Ya Tuhan, dalam genggamanMu hidup kami dan masa depan kami, bahkan seluruh
alam semesta ini. Hanya dengan memerintahkan sebagian kecil dari laut-Mu
untuk bertandang ke daratan, tak kuasa kami menahannya dan betapa tak
berdayanya kami menghadapinya.
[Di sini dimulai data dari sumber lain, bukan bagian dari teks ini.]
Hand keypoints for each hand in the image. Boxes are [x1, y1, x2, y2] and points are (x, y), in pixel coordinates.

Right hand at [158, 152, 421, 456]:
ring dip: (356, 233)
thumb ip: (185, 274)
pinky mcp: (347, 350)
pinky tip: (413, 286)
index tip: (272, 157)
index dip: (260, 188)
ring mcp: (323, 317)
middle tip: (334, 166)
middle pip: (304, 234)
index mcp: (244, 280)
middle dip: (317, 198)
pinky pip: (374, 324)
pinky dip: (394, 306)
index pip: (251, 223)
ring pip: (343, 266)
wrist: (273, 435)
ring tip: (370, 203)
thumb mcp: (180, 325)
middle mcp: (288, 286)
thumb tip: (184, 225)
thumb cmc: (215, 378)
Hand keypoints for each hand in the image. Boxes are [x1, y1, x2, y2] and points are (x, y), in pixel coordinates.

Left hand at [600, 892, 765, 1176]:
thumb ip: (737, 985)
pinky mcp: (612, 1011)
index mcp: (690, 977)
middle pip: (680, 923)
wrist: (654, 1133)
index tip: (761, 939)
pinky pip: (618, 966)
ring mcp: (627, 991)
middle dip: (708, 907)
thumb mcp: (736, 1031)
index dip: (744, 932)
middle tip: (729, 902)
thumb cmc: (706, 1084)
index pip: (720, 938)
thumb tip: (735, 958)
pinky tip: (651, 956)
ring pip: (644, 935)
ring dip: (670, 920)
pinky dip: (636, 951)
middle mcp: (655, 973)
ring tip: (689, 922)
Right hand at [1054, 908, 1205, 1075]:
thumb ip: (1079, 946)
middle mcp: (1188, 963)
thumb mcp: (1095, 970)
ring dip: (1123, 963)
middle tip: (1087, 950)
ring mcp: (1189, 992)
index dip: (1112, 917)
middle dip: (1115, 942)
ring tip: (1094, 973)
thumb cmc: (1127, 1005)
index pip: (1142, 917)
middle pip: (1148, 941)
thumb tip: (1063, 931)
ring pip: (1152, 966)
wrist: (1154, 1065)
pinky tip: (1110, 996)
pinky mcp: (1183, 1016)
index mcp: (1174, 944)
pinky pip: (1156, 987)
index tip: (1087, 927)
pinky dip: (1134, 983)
Di balik kesombongan kami, betapa
sesungguhnya lemah dan rapuhnya kami.

Andaikan separuh air laut wilayah Indonesia Engkau tumpahkan, andaikan
separuh gunung yang ada di Nusantara Engkau perintahkan
meletus, andaikan sebutir planet Engkau instruksikan jatuh ke bumi, andaikan
suhu panas matahari Engkau lipat gandakan, kami tak kuasa mencegah-Mu karena
semua ini milik-Mu.

Ya Tuhan, berilah kami kekuatan untuk menerima ujian- Mu, anugerahkan kami
kebijakan dan kelapangan untuk bisa menerima pembelajaran dari-Mu. Sinarilah
hati dan pikiran kami dengan cahaya kasih-Mu agar kami mampu menjalani hidup
dengan penuh harap dan senantiasa cinta akan perdamaian.